> [EXERCISE OBJECTIVE] From the data below, tally each line that has "Number" in it, then give that tally without comment.

> [THE DATA]
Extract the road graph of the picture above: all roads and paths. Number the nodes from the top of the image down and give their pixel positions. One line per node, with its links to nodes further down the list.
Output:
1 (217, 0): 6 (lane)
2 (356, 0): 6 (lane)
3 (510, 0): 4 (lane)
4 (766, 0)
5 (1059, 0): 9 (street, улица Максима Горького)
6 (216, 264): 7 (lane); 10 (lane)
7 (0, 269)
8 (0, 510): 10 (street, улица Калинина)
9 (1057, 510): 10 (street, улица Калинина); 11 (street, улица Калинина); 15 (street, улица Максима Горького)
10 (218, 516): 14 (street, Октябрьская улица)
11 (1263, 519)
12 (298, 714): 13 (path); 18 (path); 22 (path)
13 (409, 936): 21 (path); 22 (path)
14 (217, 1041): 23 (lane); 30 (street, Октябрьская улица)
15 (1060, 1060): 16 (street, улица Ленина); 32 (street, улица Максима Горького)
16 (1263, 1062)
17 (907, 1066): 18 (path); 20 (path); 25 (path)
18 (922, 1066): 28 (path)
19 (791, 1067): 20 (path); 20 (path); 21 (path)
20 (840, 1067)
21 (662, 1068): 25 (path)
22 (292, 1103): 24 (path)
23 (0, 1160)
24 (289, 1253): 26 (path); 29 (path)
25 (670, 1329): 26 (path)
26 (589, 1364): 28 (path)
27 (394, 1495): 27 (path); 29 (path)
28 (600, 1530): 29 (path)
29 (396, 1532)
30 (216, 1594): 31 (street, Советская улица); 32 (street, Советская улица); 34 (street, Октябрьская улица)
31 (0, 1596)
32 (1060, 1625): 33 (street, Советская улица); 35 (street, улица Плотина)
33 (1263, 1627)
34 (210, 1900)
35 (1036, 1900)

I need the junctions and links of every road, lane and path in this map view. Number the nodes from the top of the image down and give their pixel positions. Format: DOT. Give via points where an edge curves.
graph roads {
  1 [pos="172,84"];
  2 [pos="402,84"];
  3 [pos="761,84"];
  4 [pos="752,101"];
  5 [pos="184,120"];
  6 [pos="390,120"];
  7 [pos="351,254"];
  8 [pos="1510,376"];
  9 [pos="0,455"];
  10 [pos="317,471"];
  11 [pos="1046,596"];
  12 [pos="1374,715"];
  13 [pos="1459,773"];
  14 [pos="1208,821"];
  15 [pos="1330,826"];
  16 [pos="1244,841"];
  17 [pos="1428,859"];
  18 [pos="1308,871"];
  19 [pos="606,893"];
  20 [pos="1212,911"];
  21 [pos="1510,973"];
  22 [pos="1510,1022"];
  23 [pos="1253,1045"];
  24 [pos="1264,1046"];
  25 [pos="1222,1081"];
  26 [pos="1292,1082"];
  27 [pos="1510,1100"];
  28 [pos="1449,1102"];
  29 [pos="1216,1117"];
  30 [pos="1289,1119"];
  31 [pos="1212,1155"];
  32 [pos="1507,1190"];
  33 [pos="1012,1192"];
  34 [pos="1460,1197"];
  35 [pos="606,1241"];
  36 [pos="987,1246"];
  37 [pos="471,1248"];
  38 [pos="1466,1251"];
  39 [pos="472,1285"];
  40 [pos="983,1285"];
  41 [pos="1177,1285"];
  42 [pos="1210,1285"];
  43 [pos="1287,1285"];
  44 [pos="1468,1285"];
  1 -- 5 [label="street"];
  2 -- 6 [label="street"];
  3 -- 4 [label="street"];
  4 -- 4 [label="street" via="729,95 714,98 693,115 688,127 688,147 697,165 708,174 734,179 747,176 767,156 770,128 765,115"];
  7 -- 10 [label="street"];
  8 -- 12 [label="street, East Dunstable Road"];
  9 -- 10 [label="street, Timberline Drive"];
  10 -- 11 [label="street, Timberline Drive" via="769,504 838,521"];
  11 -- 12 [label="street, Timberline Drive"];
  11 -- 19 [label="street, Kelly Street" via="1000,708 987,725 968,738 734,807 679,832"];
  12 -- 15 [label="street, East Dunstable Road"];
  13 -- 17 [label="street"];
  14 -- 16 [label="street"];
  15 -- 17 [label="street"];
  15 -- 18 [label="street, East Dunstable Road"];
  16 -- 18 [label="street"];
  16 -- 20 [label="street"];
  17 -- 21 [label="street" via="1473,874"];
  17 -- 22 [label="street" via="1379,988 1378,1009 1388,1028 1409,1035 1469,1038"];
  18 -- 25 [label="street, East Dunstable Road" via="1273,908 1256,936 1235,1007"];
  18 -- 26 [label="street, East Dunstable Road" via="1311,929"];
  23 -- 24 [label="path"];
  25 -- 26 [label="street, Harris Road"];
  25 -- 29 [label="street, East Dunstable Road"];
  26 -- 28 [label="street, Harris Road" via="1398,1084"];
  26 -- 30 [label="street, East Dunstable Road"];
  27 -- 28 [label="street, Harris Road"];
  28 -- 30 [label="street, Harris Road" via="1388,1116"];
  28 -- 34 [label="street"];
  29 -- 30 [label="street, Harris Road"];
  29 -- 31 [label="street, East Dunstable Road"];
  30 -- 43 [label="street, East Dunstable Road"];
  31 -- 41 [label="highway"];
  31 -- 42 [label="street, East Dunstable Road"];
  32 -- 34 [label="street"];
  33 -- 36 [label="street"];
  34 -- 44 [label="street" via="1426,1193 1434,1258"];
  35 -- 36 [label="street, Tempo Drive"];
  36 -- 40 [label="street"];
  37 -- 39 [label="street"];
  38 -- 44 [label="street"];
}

> [WRITTEN SOLUTION] 2